■ EXERCISE INPUTS:
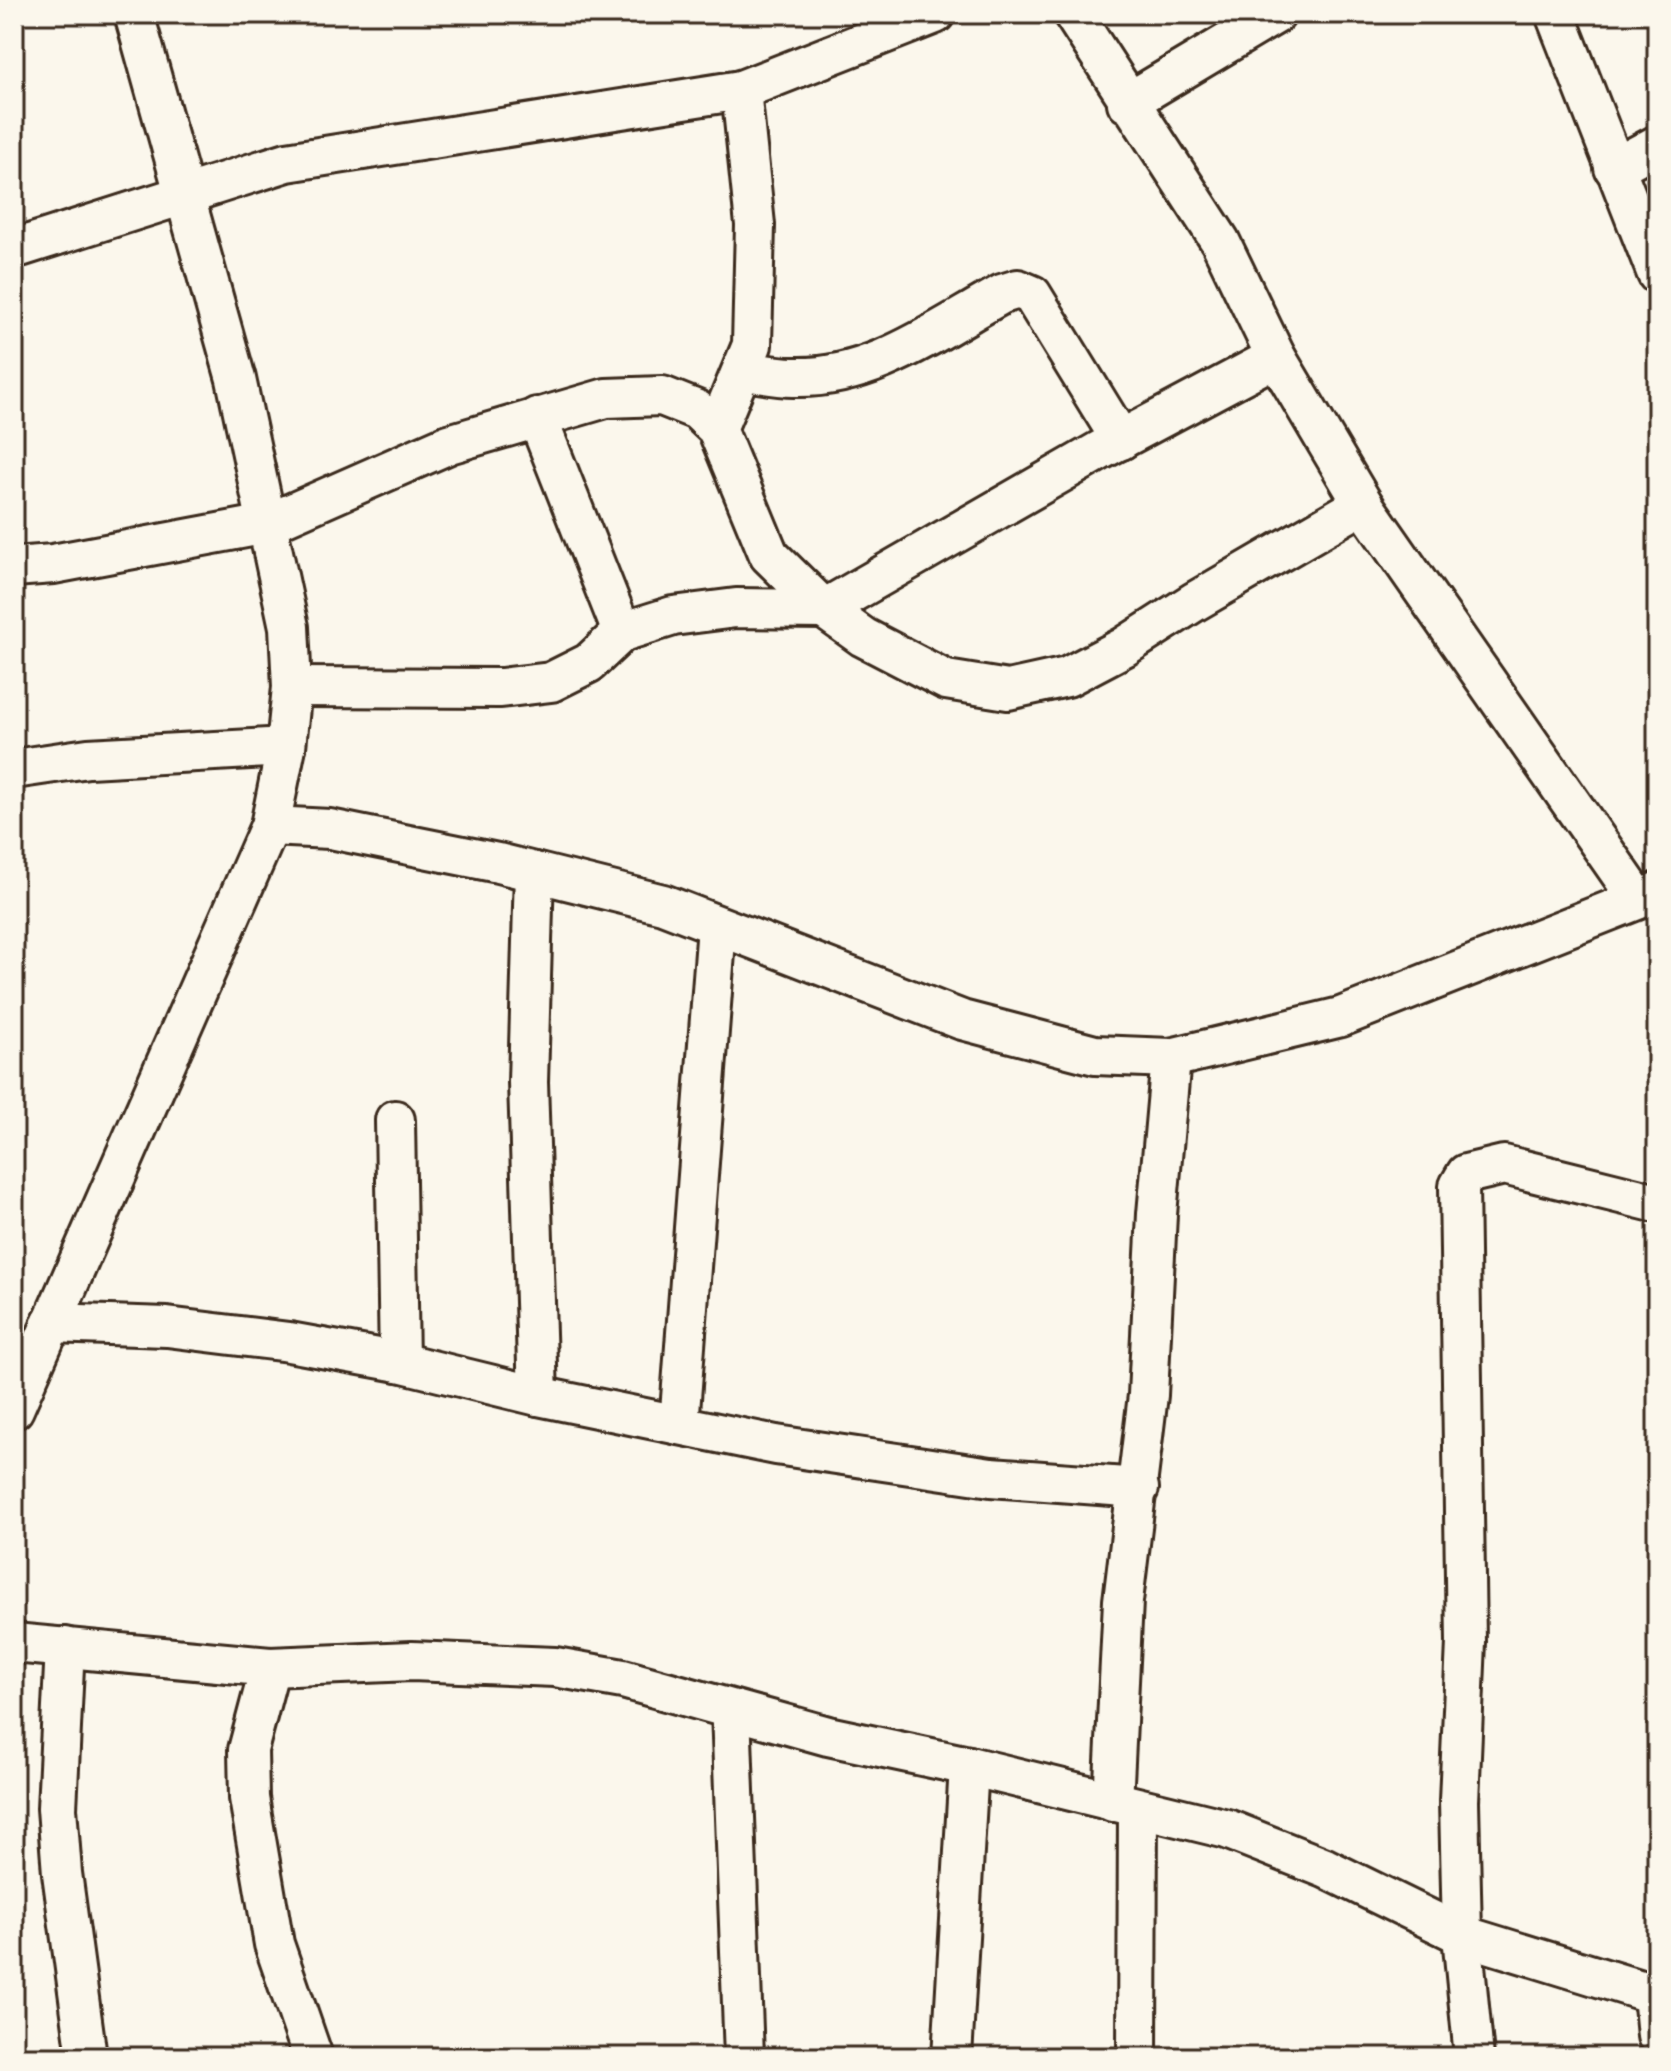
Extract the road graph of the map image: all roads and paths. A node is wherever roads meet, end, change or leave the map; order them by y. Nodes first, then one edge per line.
1 (134, 14) edge
2 (935, 14) edge
3 (1073, 14) edge
4 (1276, 14) edge
5 (1555, 14) edge
6 (741, 90) junction
7 (1127, 103) junction
8 (1657, 145) edge
9 (1614, 168) junction
10 (184, 192) junction
11 (14, 249) edge
12 (1657, 274) edge
13 (1276, 357) junction
14 (744, 371) junction
15 (537, 417) junction
16 (717, 429) junction
17 (1121, 440) junction
18 (1363, 504) junction
19 (267, 524) junction
20 (14, 567) edge
21 (824, 609) junction
22 (622, 632) junction
23 (292, 687) junction
24 (286, 747) junction
25 (14, 769) edge
26 (270, 826) junction
27 (534, 872) junction
28 (1648, 896) edge
29 (717, 926) junction
30 (1171, 1058) junction
31 (395, 1120) dead end
32 (1657, 1203) edge
33 (51, 1323) junction
34 (399, 1362) junction
35 (538, 1396) junction
36 (14, 1409) edge
37 (679, 1425) junction
38 (1139, 1488) junction
39 (14, 1643) edge
40 (65, 1647) junction
41 (270, 1667) junction
42 (731, 1711) junction
43 (969, 1766) junction
44 (1126, 1805) junction
45 (1462, 1935) junction
46 (1655, 1994) edge
47 (1657, 2036) edge
48 (87, 2057) edge
49 (313, 2057) edge
50 (744, 2057) edge
51 (952, 2057) edge
52 (1137, 2057) edge
53 (1474, 2057) edge

1 - 10 street
2 - 6 street
3 - 7 street
4 - 7 street
5 - 9 street
6 - 10 street
6 - 14 street
7 - 13 street
8 - 9 street
9 - 12 street
10 - 11 street
10 - 19 street
13 - 17 street
13 - 18 street
14 - 16 street
14 - 17 street
15 - 16 street
15 - 19 street
15 - 22 street
16 - 21 street
17 - 21 street
18 - 21 street
18 - 28 street
19 - 20 street
19 - 23 street
21 - 22 street
22 - 23 street
23 - 24 street
24 - 25 street
24 - 26 street
26 - 27 street
26 - 33 street
27 - 29 street
27 - 35 street
28 - 30 street
29 - 30 street
29 - 37 street
30 - 38 street
31 - 34 street
32 - 45 street
33 - 34 street
33 - 36 street
34 - 35 street
35 - 37 street
37 - 38 street
38 - 44 street
39 - 40 street
40 - 41 street
40 - 48 street
41 - 42 street
41 - 49 street
42 - 43 street
42 - 50 street
43 - 44 street
43 - 51 street
44 - 45 street
44 - 52 street
45 - 46 street
45 - 53 street
46 - 47 street

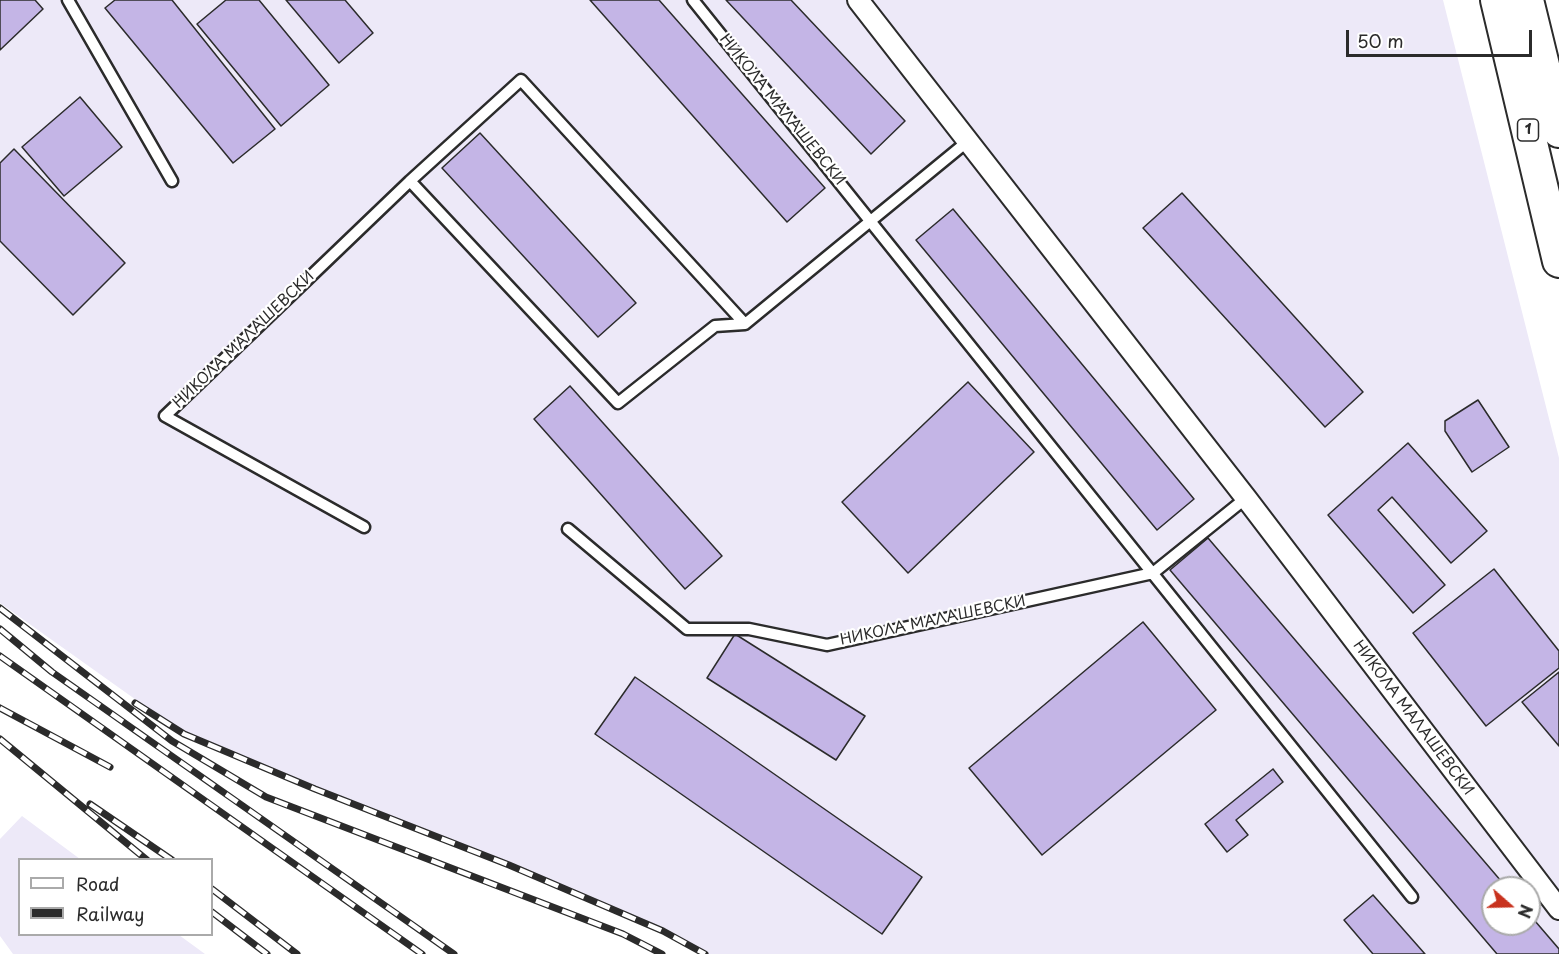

■ EXERCISE OBJECTIVE: The job here is to write out the records exactly, pictures excluded.

■ WRITTEN ANSWER:
Extract the road graph of the map image: all roads and paths. A node is wherever roads meet, end, change or leave the map; order them by y. Nodes first, then one edge per line.
1 (134, 14) edge
2 (935, 14) edge
3 (1073, 14) edge
4 (1276, 14) edge
5 (1555, 14) edge
6 (741, 90) junction
7 (1127, 103) junction
8 (1657, 145) edge
9 (1614, 168) junction
10 (184, 192) junction
11 (14, 249) edge
12 (1657, 274) edge
13 (1276, 357) junction
14 (744, 371) junction
15 (537, 417) junction
16 (717, 429) junction
17 (1121, 440) junction
18 (1363, 504) junction
19 (267, 524) junction
20 (14, 567) edge
21 (824, 609) junction
22 (622, 632) junction
23 (292, 687) junction
24 (286, 747) junction
25 (14, 769) edge
26 (270, 826) junction
27 (534, 872) junction
28 (1648, 896) edge
29 (717, 926) junction
30 (1171, 1058) junction
31 (395, 1120) dead end
32 (1657, 1203) edge
33 (51, 1323) junction
34 (399, 1362) junction
35 (538, 1396) junction
36 (14, 1409) edge
37 (679, 1425) junction
38 (1139, 1488) junction
39 (14, 1643) edge
40 (65, 1647) junction
41 (270, 1667) junction
42 (731, 1711) junction
43 (969, 1766) junction
44 (1126, 1805) junction
45 (1462, 1935) junction
46 (1655, 1994) edge
47 (1657, 2036) edge
48 (87, 2057) edge
49 (313, 2057) edge
50 (744, 2057) edge
51 (952, 2057) edge
52 (1137, 2057) edge
53 (1474, 2057) edge

1 - 10 street
2 - 6 street
3 - 7 street
4 - 7 street
5 - 9 street
6 - 10 street
6 - 14 street
7 - 13 street
8 - 9 street
9 - 12 street
10 - 11 street
10 - 19 street
13 - 17 street
13 - 18 street
14 - 16 street
14 - 17 street
15 - 16 street
15 - 19 street
15 - 22 street
16 - 21 street
17 - 21 street
18 - 21 street
18 - 28 street
19 - 20 street
19 - 23 street
21 - 22 street
22 - 23 street
23 - 24 street
24 - 25 street
24 - 26 street
26 - 27 street
26 - 33 street
27 - 29 street
27 - 35 street
28 - 30 street
29 - 30 street
29 - 37 street
30 - 38 street
31 - 34 street
32 - 45 street
33 - 34 street
33 - 36 street
34 - 35 street
35 - 37 street
37 - 38 street
38 - 44 street
39 - 40 street
40 - 41 street
40 - 48 street
41 - 42 street
41 - 49 street
42 - 43 street
42 - 50 street
43 - 44 street
43 - 51 street
44 - 45 street
44 - 52 street
45 - 46 street
45 - 53 street
46 - 47 street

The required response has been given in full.